Let me start by saying I am not a camel expert. Some of what I know about camels, I have learned from reading throughout my life. Some I learned yesterday when talking with colleagues – people who know more about them than I do. I however have become more interested because of my recent personal experience. Yesterday, as the picture shows, I rode a camel.
The ride and the conversation got me thinking about lessons that are important to all leaders. None of these lessons will be new to you, and yet, perhaps they will serve as a reminder and just maybe written in a way to make them fresh for you again.
I hope so because these lessons, when applied, will make a massive difference in your leadership results.
Leaders must be resourceful.
In grade school you likely learned that camels are able to go several days without food and water. While I am not suggesting that leaders must fast (though losing a few pounds wouldn’t hurt me), I am suggesting that as a leader you must get better at using the resources available to you – using wisely and making resources available when they are most needed. You have reserves of energy, focus and discipline (as well as more tangible resources as well) both for yourself and for those you lead. What are you doing to create a storehouse of important resources to be available for you and your team in the future?
Leaders must be able to take the heat.
Camels live in the dessert. They are designed for hot weather and in that weather they thrive – and provide their greatest service. You might not live and work in warm (or hot) climates, but the lesson shouldn’t be lost. When things are difficult, when there are challenges, when the heat is on the team, project or organization; that is when leaders are most needed. Are you willing and able to take the heat for challenges and difficulties, making it easier for your team to remain focused and productive even in adverse conditions?
Leaders must be able to see into the distance.
I don’t know much about a camel’s eyesight, so I don’t know how far they really can see, but I know how tall they are! Getting a higher perspective allows them to see more and see further. Leaders serve their teams and organizations making sure they have a higher and broader perspective. As a leader you must create opportunities to get a higher view, get a different perspective.

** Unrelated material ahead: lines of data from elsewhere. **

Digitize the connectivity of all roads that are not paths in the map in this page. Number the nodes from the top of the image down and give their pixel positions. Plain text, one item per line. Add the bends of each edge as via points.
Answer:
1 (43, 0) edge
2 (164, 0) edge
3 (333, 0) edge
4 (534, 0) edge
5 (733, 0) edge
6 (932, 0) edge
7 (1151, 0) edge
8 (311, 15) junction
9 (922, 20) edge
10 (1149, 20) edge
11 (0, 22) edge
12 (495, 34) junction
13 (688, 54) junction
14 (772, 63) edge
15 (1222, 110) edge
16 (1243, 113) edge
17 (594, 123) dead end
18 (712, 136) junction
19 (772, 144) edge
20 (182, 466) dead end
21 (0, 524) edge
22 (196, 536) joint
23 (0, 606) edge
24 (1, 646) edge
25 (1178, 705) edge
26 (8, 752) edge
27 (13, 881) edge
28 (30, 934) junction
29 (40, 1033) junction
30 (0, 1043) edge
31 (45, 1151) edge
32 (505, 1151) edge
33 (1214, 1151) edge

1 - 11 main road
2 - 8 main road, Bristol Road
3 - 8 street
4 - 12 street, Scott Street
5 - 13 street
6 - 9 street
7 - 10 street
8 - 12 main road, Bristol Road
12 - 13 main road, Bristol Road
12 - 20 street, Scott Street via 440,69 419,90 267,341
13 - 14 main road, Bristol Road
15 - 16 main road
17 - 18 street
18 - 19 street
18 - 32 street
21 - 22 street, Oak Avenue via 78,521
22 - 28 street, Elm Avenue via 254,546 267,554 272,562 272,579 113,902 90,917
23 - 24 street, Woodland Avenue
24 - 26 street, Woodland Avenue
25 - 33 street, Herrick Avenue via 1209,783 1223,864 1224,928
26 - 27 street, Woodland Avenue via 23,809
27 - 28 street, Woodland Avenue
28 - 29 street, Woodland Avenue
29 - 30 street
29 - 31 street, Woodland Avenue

From this vantage point you can see your destination more clearly; you can more easily see obstacles and challenges. As a leader both are important – seeing the vision and the obstacles! Are you proactively keeping your sight on the future and helping your team see the vision of your desired future?
Leaders must realize they exist to serve others.
Most everyone knows camels are domesticated animals, and they have been bred and chosen because they serve man in very specific and helpful ways. The thing that most struck me about riding a camel wasn’t the riding itself (though it did give me a fresh perspective and higher vantage point), but what the camel did to help me get on and off. The camel got down on his front knees, then down on his back knees, putting himself in what seemed to an uncomfortable position; a serving position. The metaphor was powerful for me. In each of these four lessons the idea of leaders as servants comes through. To lead in remarkable ways you must recognize that it isn’t about you – it is about those you are leading. I am sure the camel would prefer to not have a person riding on it – and sometimes as leaders it would be easier if others weren’t following. Yet, like the camel, you must choose to serve in order to fulfill your destiny. In what ways are you serving others today?